We dwoje – Nicholas Sparks to poruszająca opowieść o miłości, rodzinie i życiowych wyborach, które definiują nasze przyszłe losy. Głównym bohaterem powieści jest Russell Green, mężczyzna w sile wieku, który wydaje się mieć idealne życie – udane małżeństwo, piękną sześcioletnią córkę i satysfakcjonującą pracę jako dyrektor kreatywny. Jednak jego życie nagle zaczyna się rozpadać, gdy żona niespodziewanie postanawia go opuścić, a on zostaje sam z córką.
O czym jest książka?
Początkowo Russ prowadzi komfortowe życie, pracując jako dyrektor kreatywny w dużej firmie reklamowej, jednak z czasem jego świat zaczyna się rozpadać. Niespodziewanie traci pracę, a jego żona decyduje się na powrót do kariery zawodowej, co zmienia układ sił w ich związku. Vivian oddala się emocjonalnie od Russa, a ich relacja przechodzi kryzys. Ostatecznie Vivian porzuca Russa, zostawiając go samego z obowiązkami wychowywania córki. Russ musi zmierzyć się z nową rolą samotnego ojca, próbując jednocześnie odbudować swoje życie zawodowe i prywatne. W trakcie tych zmagań ponownie odkrywa, co jest naprawdę ważne w życiu – miłość, rodzina i lojalność. Jego relacja z córką London staje się centralnym wątkiem, a wsparcie bliskich, zwłaszcza jego siostry, pomaga mu przetrwać trudne chwile.
Czy warto przeczytać?
Nicholas Sparks zdecydowanie lubi sięgać po trudniejsze wątki niż wielu innych autorów. Motyw straty jest niemal stałym elementem jego twórczości, a w We dwoje również odgrywa istotną rolę. Książka zaczyna się bardzo obiecująco – akcja rozwija się powoli, ale angażuje czytelnika. Barwne postacie, które Sparks tworzy, są pełne emocji, mają wyrazistą ludzką naturę, co sprawia, że od samego początku lektura staje się przyjemna i wciągająca. Niestety, w połowie książki tempo zaczyna spowalniać, a fabuła staje się nużąca. Powtarzalność sytuacji i nieudane próby głównego bohatera, by wyjść z problemów, wydają się przeciągać bez wnoszenia nowych elementów do opowieści. Wrażenie „stania w miejscu” może zniechęcić czytelnika.

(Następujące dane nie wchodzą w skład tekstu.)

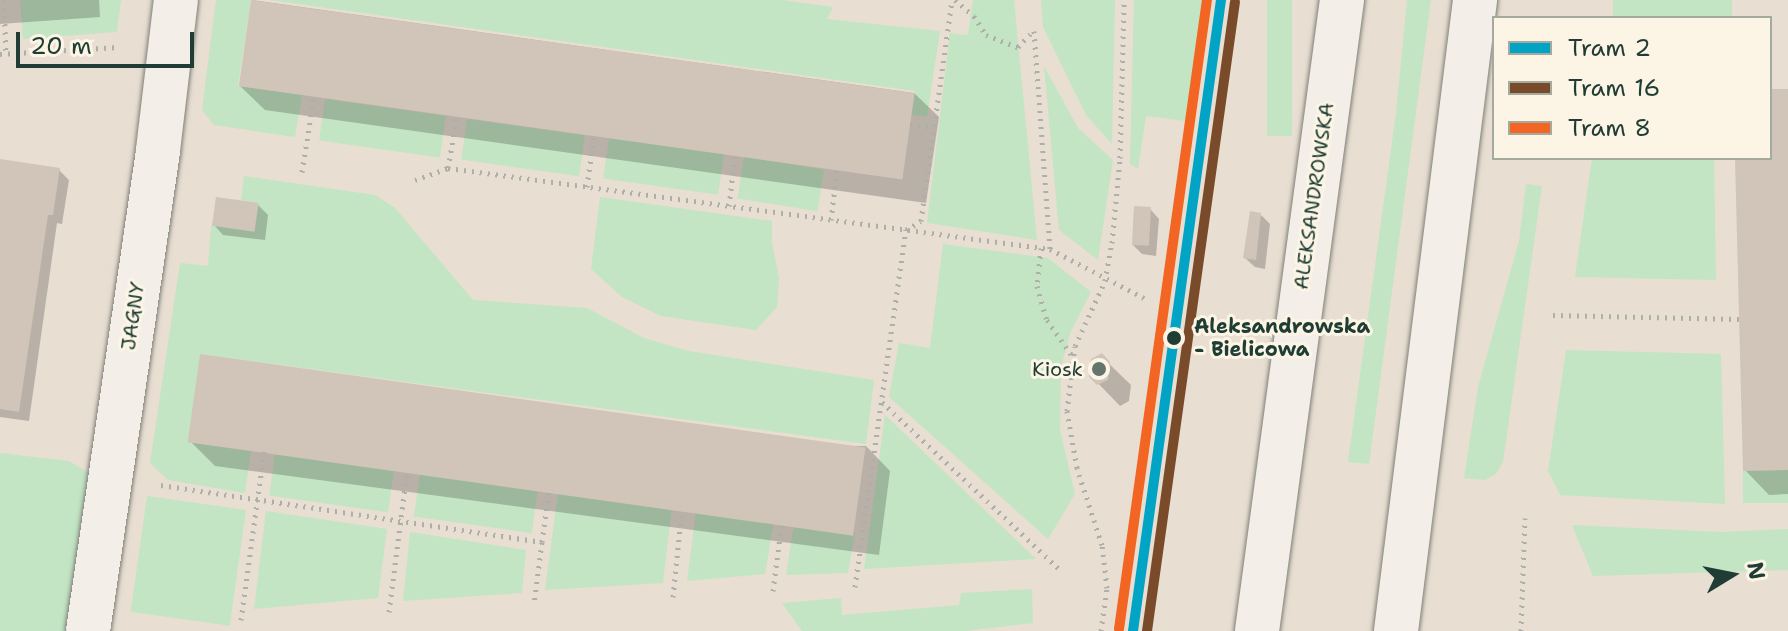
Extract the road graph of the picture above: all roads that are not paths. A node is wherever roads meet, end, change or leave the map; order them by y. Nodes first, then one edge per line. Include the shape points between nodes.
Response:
1 (176, 0) edge
2 (1342, 0) edge
3 (1475, 0) edge
4 (88, 631) edge
5 (1257, 631) edge
6 (1396, 631) edge

1 - 4 main road, JAGNY
2 - 5 main road, ALEKSANDROWSKA
3 - 6 main road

Jednak warto przez tę część przebrnąć, ponieważ ostatnie rozdziały rekompensują wcześniejsze znużenie. Książka nabiera tempa, a rozmaite wątki zaczynają się rozwiązywać, przynosząc czytelnikowi satysfakcjonujące zakończenie. Ciekawą postacią nie jest jednak sam główny bohater, ale jego żona, Vivian. To ona przyjmuje na siebie najcięższe, negatywne cechy, co sprawia, że od początku trudno ją polubić. Mimo to na początku można się z nią utożsamiać, bo jej wybory i działania mają głębokie, ludzkie uzasadnienie. To właśnie jej postać zasługuje na głębszą refleksję – zastanowienie się, dlaczego podjęła takie decyzje i co czuła w kluczowych momentach historii.
Sparks wie, co robi
We dwoje to książka, która mimo swoich wad zasługuje na uwagę. Opowiada historię, która mogłaby przytrafić się każdemu z nas, dotykając uniwersalnych tematów miłości, straty i życiowych wyzwań. Sparks ukazuje relacje międzyludzkie z głębokim zrozumieniem emocji oraz trudów, jakie pojawiają się, gdy wszystko zaczyna się walić. Jego talent do opisywania świata takim, jakim jest naprawdę, bez zbędnego upiększania, odróżnia go od wielu innych autorów. To właśnie to sprawia, że warto sięgnąć po tę książkę. Jest ona lustrzanym odbiciem życia wielu ludzi, których na co dzień nie dostrzegamy, ale których historie są niezwykle bliskie każdemu z nas.